Can media prioritise environmental crisis?

Emilly C. Maractho (PhD)

What you need to know:

  • Azeem Azar, in writing about how accelerating technology is leaving us behind and what to do about it, makes some interesting observations. He suggests that, ‘The technologies we build can take society in unexpected directions.
  • “Journalism and social media today, and their contribution to mitigating environmental crisis, must bear in mind the fact of science and technology."

This year’s theme for World Press Freedom Day is ‘A press for the planet: Journalism in the face of the environmental crisis.’ Makes journalism sound important, right? We could use a bit of that given the beating the profession continues to get from all kinds of forces. I attended the commemorative event organised by the Media Sector Working Group online, listening to speakers discuss the importance of journalism for the environment. 

Ten years ago, I would have had to go physically to Makerere University, where the event was held. It reminded me of just how much things have changed, how technology has turned lives around, a little, upside down for good and sometimes, not for so good. 

Azeem Azar, in writing about how accelerating technology is leaving us behind and what to do about it, makes some interesting observations. He suggests that, ‘The technologies we build can take society in unexpected directions. When technology takes off, its effects can be enormous, stretching across all areas of life: our jobs, the wars we fight, the nature of our politics, even our manners and habits’. He goes further to suggest that technology is not ‘exogenous’ to the other forces that define our lives, combining political, cultural and social systems, ‘often in dramatic and unforeseen ways’. 

Journalism and media studies perhaps bear witness to this change in fairly dramatic ways.  Journalism and social media today, and their contribution to mitigating environmental crisis, must bear in mind the fact of science and technology. The old assumptions about the role of journalism are fading away, and quickly because the technological advances we talk about in the industry, have indeed changed things. 

Even on World Press Freedom Day in 2024, there are still people discussing journalism and social media as if they are one. And that is the challenge of our times. The limitation placed on journalism in contributing towards mitigating global environmental crisis is also inherently that of what makes news. If we treat news as the representation of reality by journalists and their media houses, it becomes difficult to consider the notion that environment is not interesting and does not, therefore, sell. Yet, that is the truth. 

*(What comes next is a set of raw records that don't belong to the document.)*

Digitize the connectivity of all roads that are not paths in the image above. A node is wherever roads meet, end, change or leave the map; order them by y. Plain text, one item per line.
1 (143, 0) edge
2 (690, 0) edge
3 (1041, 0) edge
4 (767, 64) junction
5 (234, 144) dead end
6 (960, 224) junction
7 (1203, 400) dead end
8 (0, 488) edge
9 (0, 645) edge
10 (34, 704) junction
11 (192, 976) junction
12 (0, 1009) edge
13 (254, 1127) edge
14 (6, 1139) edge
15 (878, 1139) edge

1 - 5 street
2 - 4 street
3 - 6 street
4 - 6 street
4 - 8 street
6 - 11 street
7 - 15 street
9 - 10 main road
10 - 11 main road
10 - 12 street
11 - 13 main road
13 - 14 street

Not many people like the truth. In stating a fact, one must explain why it qualifies as fact. Some of the complaints we get in journalism, are not because we have stated a fact as is, but that we have not done enough to explain why that is a fact.

My entry in journalism education was in 2005 when I enrolled for a postgraduate programme in environmental journalism at Makerere University, then funded by Sida. I had been writing and editing features for the West Niler newspaper in my free time and decided to make my relationship with journalism formal, through an education. It was interesting but then my life was in the academy. I continued to enjoy environmental stories that are often far and wide in between.

Now I teach development journalism and listen to my students persuade me about environmental reporting being boring. I hear editors talk about the disinterest of audiences in matters of environment. That is the dilemma of journalism and the environment. It has a crisis of its own to contend with.
Is it time to reconsider the framing of environmental issues in news? How can important issues of our day be of no interest to society, a society that faces those threats on a daily basis? How do we represent the issues of environmental crisis in ways that make them interesting and consumable?
 
In evaluating the role of journalism in covering the environmental crisis, we could use the lense of scholars like Arnold de Beer and Nicolene Botha, who suggest factoring in factors that affect journalistic frames of references such as the nature and policies of the news medium, the policy on and practice of newsworthiness; news values and news criteria; editorial organisation and quality of our news medium; the demographic profile, wants and needs of our audiences; and the social, political, economic and cultural systems in which the news medium operates. All these are important.

There is no doubt that we have serious problems in representing and consuming the representation of nature in media production. Any news media organisation interested in the pursuit of environmental journalism must necessarily understand the nature of these problems, which clearly go beyond a lack of funding for reporting on environment. 
That journalism is facing its own crisis is not a matter for debate. It is generally aggregable that for most people who watch the space, there are concerns. The question for us remains, can journalism rise above its own crisis to focus on environmental crisis in a meaningful way? That is worth continued consideration.

Ms Maractho (PhD) is a senior lecturer at Uganda Christian University.